吊り橋を渡りきった移動団は、次なる試練を前に足を止めました。

会議を重ね、準備を整え、そして再び進み出す一行。

丘を越え、谷を抜け、やがて漂う硫黄の匂いは、難所と温泉の気配を同時に告げます。

人々の表情には、不安と安堵、そして小さな笑顔が交錯していました。


※会議・準備の日


 朝の光が谷に差し込み、吊り橋の板がきらりと光った。

 崩れかけたその姿を背に、移動団は野営地中央に集まった。

 大きな布を広げ、その上に地図と木の枝で橋の簡単な模型が作られている。

 緊張を含んだ沈黙の中、イオスが口を開いた。


 「昨日の偵察で判明したことを整理する。橋板の欠損は三か所。縄は二本が緩んでいる。渡れるのは一度に馬車一台、人は二列まで」

 低い声が谷に響き、団員たちの視線が模型に集まった。


※報告と不安


 護衛が声を上げる。

 「欠けた板の部分に補強板を打ち込めば、荷を通せます。ただ、馬が怯えて暴れれば危険です」

 「荷を軽くするのは必須だな」

 「縄は編み直せるか?」

 技術班のひとりが縄を手に取り、繊維を確かめる。

 「簡易的に補強は可能です。ただし一時しのぎ。長持ちはしません」


 不安げな声もあがった。

 「……もし途中で切れたら?」

 その言葉に空気が張りつめる。だがイオスは即座に答えた。

 「だからこそ、渡る順を決める。軽い馬車から順に。資材班と護衛は先行して補強を施す。失敗は許されない」


※レイナのまとめ


 全員の視線が自然とレイナに集まった。

 彼女はひとつ息をつき、柔らかな声で言った。

 「確かに危険はあります。けれど、この橋を越えなければ前には進めません。だからこそ今日、皆で力を合わせて準備をしましょう。明日の渡橋を必ず成功させるために」

 その言葉に頷きが広がり、場に一体感が生まれた。


※団員たちの声


 後方から小さな声が上がる。

 「俺たちにできることは?」

 「重荷を降ろして仕分けをお願いします。
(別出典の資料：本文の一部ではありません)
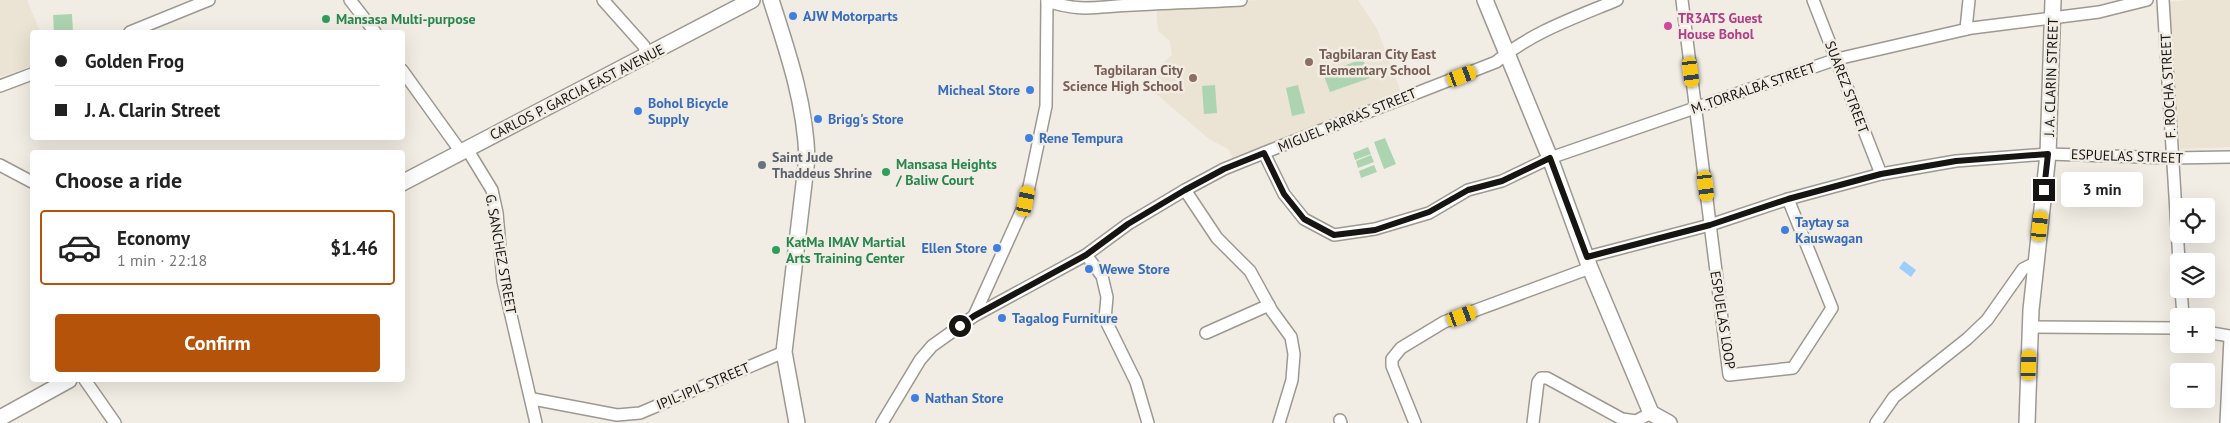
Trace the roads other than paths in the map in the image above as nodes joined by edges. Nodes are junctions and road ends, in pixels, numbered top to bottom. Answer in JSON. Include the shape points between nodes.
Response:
{"nodes":[{"id":1,"x":209,"y":0,"type":"edge"},
{"id":2,"x":350,"y":0,"type":"edge"},
{"id":3,"x":603,"y":0,"type":"edge"},
{"id":4,"x":752,"y":0,"type":"edge"},
{"id":5,"x":770,"y":0,"type":"edge"},
{"id":6,"x":1241,"y":0,"type":"edge"},
{"id":7,"x":1485,"y":0,"type":"edge"},
{"id":8,"x":1617,"y":0,"type":"edge"},
{"id":9,"x":1682,"y":0,"type":"edge"},
{"id":10,"x":1813,"y":0,"type":"edge"},
{"id":11,"x":1969,"y":0,"type":"edge"},
{"id":12,"x":2054,"y":0,"type":"edge"},
{"id":13,"x":2147,"y":0,"type":"edge"},
{"id":14,"x":2163,"y":0,"type":"edge"},
{"id":15,"x":1047,"y":1,"type":"edge"},
{"id":16,"x":2054,"y":18,"type":"junction"},
{"id":17,"x":1966,"y":29,"type":"junction"},
{"id":18,"x":135,"y":30,"type":"edge"},
{"id":19,"x":373,"y":30,"type":"edge"},
{"id":20,"x":1507,"y":54,"type":"junction"},
{"id":21,"x":647,"y":57,"type":"junction"},
{"id":22,"x":1837,"y":59,"type":"junction"},
{"id":23,"x":405,"y":74,"type":"edge"},
{"id":24,"x":30,"y":75,"type":"edge"},
{"id":25,"x":0,"y":86,"type":"edge"},
{"id":26,"x":1696,"y":107,"type":"junction"},
{"id":27,"x":464,"y":150,"type":"junction"},
{"id":28,"x":1264,"y":153,"type":"junction"},
{"id":29,"x":2048,"y":154,"type":"junction"},
{"id":30,"x":2230,"y":157,"type":"edge"},
{"id":31,"x":1550,"y":158,"type":"junction"},
{"id":32,"x":2172,"y":158,"type":"junction"},
{"id":33,"x":0,"y":165,"type":"edge"},
{"id":34,"x":1881,"y":174,"type":"junction"},
{"id":35,"x":30,"y":181,"type":"edge"},
{"id":36,"x":405,"y":181,"type":"edge"},
{"id":37,"x":1185,"y":190,"type":"junction"},
{"id":38,"x":1788,"y":199,"type":"junction"},
{"id":39,"x":1710,"y":225,"type":"junction"},
{"id":40,"x":2178,"y":253,"type":"edge"},
{"id":41,"x":1086,"y":255,"type":"junction"},
{"id":42,"x":1589,"y":262,"type":"junction"},
{"id":43,"x":2037,"y":262,"type":"junction"},
{"id":44,"x":1269,"y":305,"type":"junction"},
{"id":45,"x":974,"y":316,"type":"junction"},
{"id":46,"x":2031,"y":327,"type":"junction"},
{"id":47,"x":2170,"y":328,"type":"edge"},
{"id":48,"x":1206,"y":333,"type":"dead end"},
{"id":49,"x":2215,"y":334,"type":"edge"},
{"id":50,"x":2230,"y":337,"type":"edge"},
{"id":51,"x":784,"y":352,"type":"junction"},
{"id":52,"x":65,"y":382,"type":"edge"},
{"id":53,"x":86,"y":382,"type":"edge"},
{"id":54,"x":532,"y":399,"type":"junction"},
{"id":55,"x":1651,"y":412,"type":"junction"},
{"id":56,"x":0,"y":418,"type":"edge"},
{"id":57,"x":115,"y":423,"type":"edge"},
{"id":58,"x":536,"y":423,"type":"edge"},
{"id":59,"x":797,"y":423,"type":"edge"},
{"id":60,"x":882,"y":423,"type":"edge"},
{"id":61,"x":1148,"y":423,"type":"edge"},
{"id":62,"x":1279,"y":423,"type":"edge"},
{"id":63,"x":1415,"y":423,"type":"edge"},
{"id":64,"x":1533,"y":423,"type":"edge"},
{"id":65,"x":1669,"y":423,"type":"edge"},
{"id":66,"x":1876,"y":423,"type":"edge"},
{"id":67,"x":2027,"y":423,"type":"edge"},
{"id":68,"x":2226,"y":423,"type":"edge"}],
"edges":[{"from":1,"to":18,"type":"street"},
{"from":2,"to":19,"type":"street"},
{"from":3,"to":21,"type":"street","via":[[644,46]]},
{"from":4,"to":21,"type":"main road","name":"CARLOS P. GARCIA EAST AVENUE"},
{"from":5,"to":51,"type":"main road","via":[[796,75],[806,132],[807,158]]},
{"from":6,"to":15,"type":"street","via":[[1107,6],[1086,10]]},
{"from":7,"to":20,"type":"main road"},
{"from":8,"to":20,"type":"street","name":"MIGUEL PARRAS STREET","via":[[1542,31]]},
{"from":9,"to":26,"type":"street"},
{"from":10,"to":22,"type":"street","name":"SUAREZ STREET"},
{"from":11,"to":17,"type":"street"},
{"from":12,"to":16,"type":"main road","name":"J. A. CLARIN STREET"},
{"from":13,"to":16,"type":"street","name":"M. TORRALBA STREET","via":[[2099,12]]},
{"from":14,"to":32,"type":"street","name":"F. ROCHA STREET"},
{"from":15,"to":45,"type":"street","via":[[1046,106],[1026,201]]},
{"from":16,"to":17,"type":"street","name":"M. TORRALBA STREET"},
{"from":16,"to":29,"type":"main road","name":"J. A. CLARIN STREET"},
{"from":17,"to":22,"type":"street","name":"M. TORRALBA STREET"},
{"from":20,"to":28,"type":"street","name":"MIGUEL PARRAS STREET","via":[[1496,62]]},
{"from":20,"to":31,"type":"main road"},
{"from":21,"to":27,"type":"main road","name":"CARLOS P. GARCIA EAST AVENUE"},
{"from":22,"to":26,"type":"street","name":"M. TORRALBA STREET"},
{"from":22,"to":34,"type":"street","name":"SUAREZ STREET"},
{"from":23,"to":27,"type":"street","name":"G. SANCHEZ STREET"},
{"from":24,"to":25,"type":"street"},
{"from":26,"to":31,"type":"street","name":"M. TORRALBA STREET"},
{"from":26,"to":39,"type":"street"},
{"from":27,"to":36,"type":"main road","name":"CARLOS P. GARCIA EAST AVENUE"},
{"from":27,"to":54,"type":"street","name":"G. SANCHEZ STREET","via":[[492,190],[503,281]]},
{"from":28,"to":31,"type":"street","name":"M. TORRALBA STREET","via":[[1284,194],[1304,219],[1334,235],[1375,230],[1429,212],[1468,190],[1502,181]]},
{"from":28,"to":37,"type":"street","name":"MIGUEL PARRAS STREET"},
{"from":29,"to":32,"type":"street","name":"ESPUELAS STREET"},
{"from":29,"to":34,"type":"street","name":"ESPUELAS STREET","via":[[1956,161]]},
{"from":29,"to":43,"type":"main road","name":"J. A. CLARIN STREET"},
{"from":30,"to":32,"type":"street","name":"ESPUELAS STREET"},
{"from":31,"to":42,"type":"main road"},
{"from":32,"to":40,"type":"street","name":"F. ROCHA STREET"},
{"from":33,"to":35,"type":"street"},
{"from":34,"to":38,"type":"street","name":"ESPUELAS STREET"},
{"from":37,"to":41,"type":"street","name":"MIGUEL PARRAS STREET","via":[[1128,224]]},
{"from":37,"to":44,"type":"street","via":[[1217,238],[1250,271]]},
{"from":38,"to":39,"type":"street","name":"ESPUELAS STREET"},
{"from":38,"to":39,"type":"street","name":"ESPUELAS LOOP","via":[[1832,308],[1793,368],[1729,375]]},
{"from":39,"to":42,"type":"street","name":"ESPUELAS STREET"},
{"from":41,"to":45,"type":"street","name":"MIGUEL PARRAS STREET"},
{"from":41,"to":61,"type":"street","via":[[1102,276],[1107,297],[1106,319],[1136,382]]},
{"from":42,"to":55,"type":"main road"},
{"from":42,"to":63,"type":"street","name":"ESPUELAS STREET","via":[[1444,322],[1401,348],[1392,359],[1392,366]]},
{"from":43,"to":46,"type":"main road","name":"J. A. CLARIN STREET"},
{"from":43,"to":66,"type":"street","via":[[2023,269],[1967,340],[1894,397]]},
{"from":44,"to":48,"type":"street"},
{"from":44,"to":62,"type":"street","via":[[1294,345],[1292,380]]},
{"from":45,"to":60,"type":"street","name":"MIGUEL PARRAS STREET","via":[[932,346]]},
{"from":46,"to":47,"type":"street"},
{"from":46,"to":67,"type":"main road","name":"J. A. CLARIN STREET"},
{"from":49,"to":50,"type":"street"},
{"from":50,"to":68,"type":"street"},
{"from":51,"to":54,"type":"street","name":"IPIL-IPIL STREET","via":[[640,413],[617,415]]},
{"from":51,"to":59,"type":"main road"},
{"from":52,"to":56,"type":"main road"},
{"from":53,"to":57,"type":"street"},
{"from":54,"to":58,"type":"street","name":"G. SANCHEZ STREET"},
{"from":55,"to":64,"type":"street","via":[[1636,421],[1622,419],[1547,378],[1541,378]]},
{"from":55,"to":65,"type":"main road"}]}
子どもや老人は渡る順番を最後に」

 「橋を渡る時、歌を歌ってはどうでしょう? 子どもが怯えぬように」

 意外な提案に場が和み、何人かが笑みをこぼした。

 「いいな、それ。声を合わせれば心も強くなる」


※新参家族の役割


 青年は黙って聞いていたが、やがて口を開いた。

 「荷の重心を調整すれば揺れは抑えられる。……俺がやります」

 唐突な言葉に団員たちが驚いたが、イオスはじっと彼を見つめ、うなずいた。

 「頼む。お前の力は必要だ」

 女性はその横で料理の支度を申し出た。

 「渡橋の前にしっかり食べなければ力が出ません。私が食事を整えます」

 少女は少し緊張しながらも言った。

 「わたし……子どもたちに笛を吹いてあげる」

 その言葉に場が温まり、いくつもの視線が優しく注がれた。



 会議は昼過ぎまで続き、午後は資材の運搬や縄の補強、荷の仕分けに分かれて作業が始まった。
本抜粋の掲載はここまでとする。